_Assignment_
Return the number of lines below with "place" in them, and nothing else.

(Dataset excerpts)
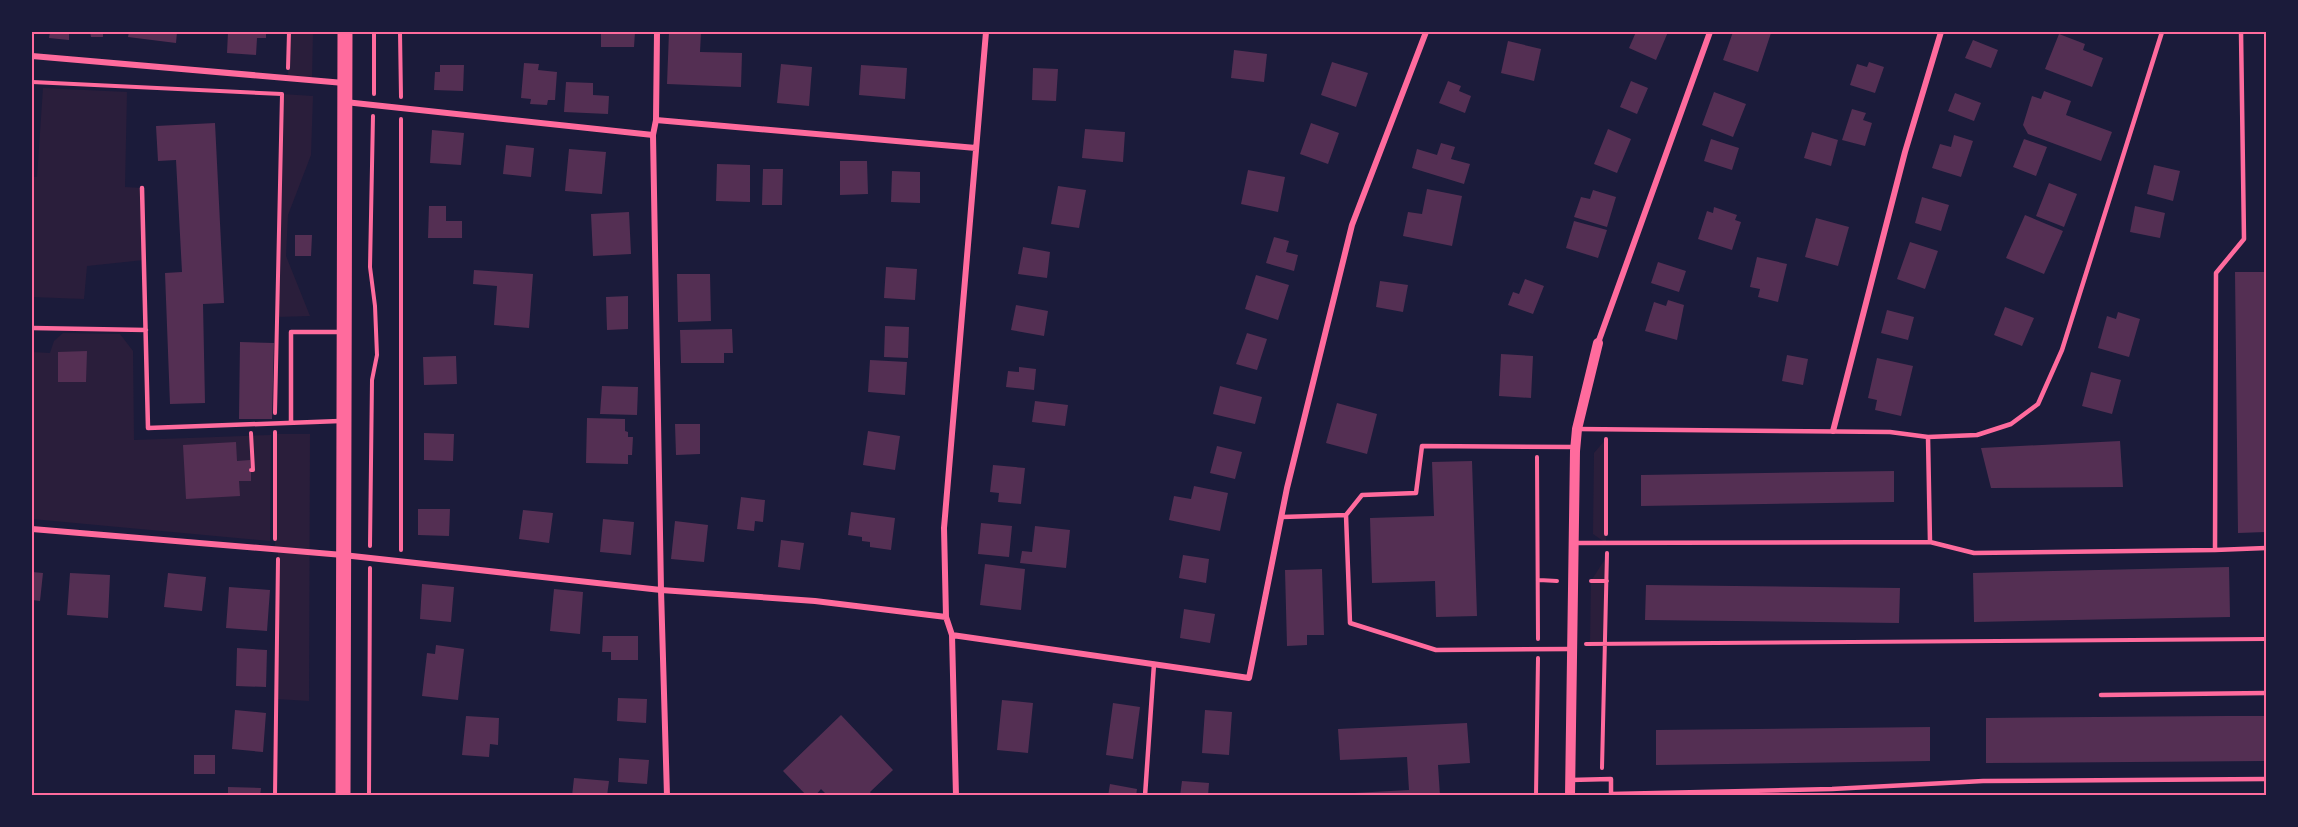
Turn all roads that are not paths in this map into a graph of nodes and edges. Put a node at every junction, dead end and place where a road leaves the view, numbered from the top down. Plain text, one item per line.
1 (345, 32) edge
2 (657, 32) edge
3 (986, 32) edge
4 (1426, 32) edge
5 (1710, 32) edge
6 (1941, 32) edge
7 (2162, 32) edge
8 (2241, 32) edge
9 (32, 56) edge
10 (345, 83) junction
11 (344, 102) junction
12 (656, 120) junction
13 (653, 135) junction
14 (976, 148) junction
15 (142, 188) dead end
16 (32, 328) edge
17 (146, 330) junction
18 (344, 332) junction
19 (1598, 343) joint
20 (343, 421) junction
21 (291, 422) junction
22 (1577, 429) junction
23 (1833, 431) junction
24 (1928, 437) junction
25 (1575, 447) junction
26 (1346, 515) junction
27 (1282, 517) junction
28 (32, 529) edge
29 (1930, 542) junction
30 (1573, 543) junction
31 (2266, 548) edge
32 (2215, 550) junction
33 (343, 555) junction
34 (661, 590) junction
35 (946, 617) junction
36 (952, 635) junction
37 (1573, 647) junction
38 (1154, 664) junction
39 (2266, 693) edge
40 (2101, 695) dead end
41 (2266, 779) edge
42 (1570, 780) junction
43 (1832, 789) junction
44 (343, 795) edge
45 (668, 795) edge
46 (956, 795) edge
47 (1145, 795) edge
48 (1570, 795) edge
49 (1611, 795) edge
50 (1832, 795) edge

1 - 10 main road
2 - 12 street
3 - 14 street
4 - 27 street
5 - 19 street
6 - 23 street
7 - 24 lane
8 - 32 lane
9 - 10 street
10 - 11 main road
11 - 13 street
11 - 18 main road
12 - 13 street
12 - 14 street
13 - 34 street
14 - 35 street
15 - 17 lane
16 - 17 lane
17 - 21 lane
18 - 20 main road
18 - 21 lane
19 - 22 street
20 - 21 lane
20 - 33 main road
22 - 23 lane
22 - 25 street
23 - 24 lane
24 - 29 lane
25 - 26 lane
25 - 30 street
26 - 27 lane
26 - 37 lane
27 - 38 street
28 - 33 street
29 - 30 lane
29 - 32 lane
30 - 37 street
31 - 32 lane
33 - 34 street
33 - 44 main road
34 - 35 street
34 - 45 street
35 - 36 street
36 - 38 street
36 - 46 street
37 - 42 street
38 - 47 lane
39 - 40 lane
41 - 43 lane
42 - 48 street
42 - 49 lane
43 - 49 lane
43 - 50 lane

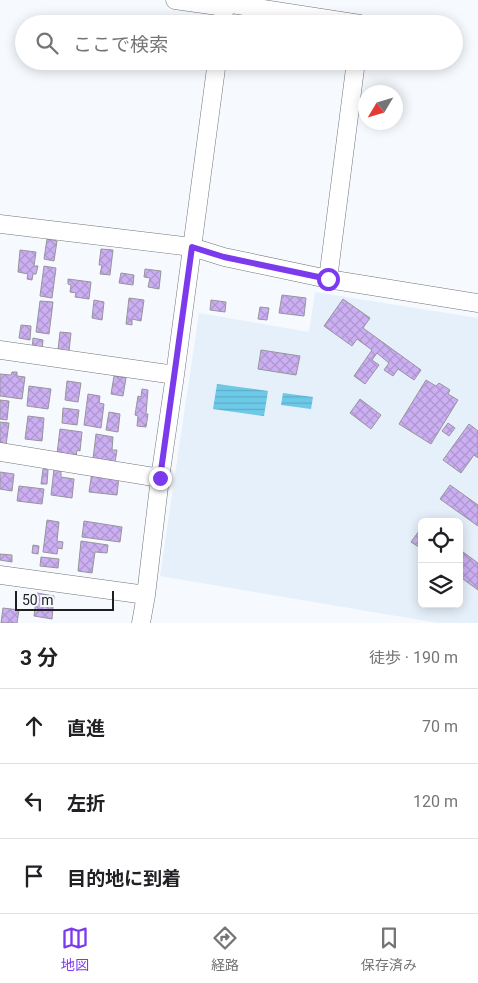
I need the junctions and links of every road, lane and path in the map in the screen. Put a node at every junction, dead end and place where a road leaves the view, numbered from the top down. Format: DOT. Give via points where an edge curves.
graph roads {
  1 [pos="176,0"];
  2 [pos="224,8"];
  3 [pos="284,15"];
  4 [pos="216,70"];
  5 [pos="355,70"];
  6 [pos="0,224"];
  7 [pos="192,247"];
  8 [pos="328,279"];
  9 [pos="478,303"];
  10 [pos="0,350"];
  11 [pos="175,375"];
  12 [pos="0,452"];
  13 [pos="160,478"];
  14 [pos="0,575"];
  15 [pos="146,596"];
  16 [pos="142,623"];
  1 -- 2 [label="street"];
  2 -- 3 [label="street"];
  4 -- 7 [label="street"];
  5 -- 8 [label="street"];
  6 -- 7 [label="street"];
  7 -- 8 [label="street"];
  7 -- 11 [label="street"];
  8 -- 9 [label="street"];
  10 -- 11 [label="street"];
  11 -- 13 [label="street"];
  12 -- 13 [label="street"];
  13 -- 15 [label="street"];
  14 -- 15 [label="street"];
  15 -- 16 [label="street"];
}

_Expected output_
2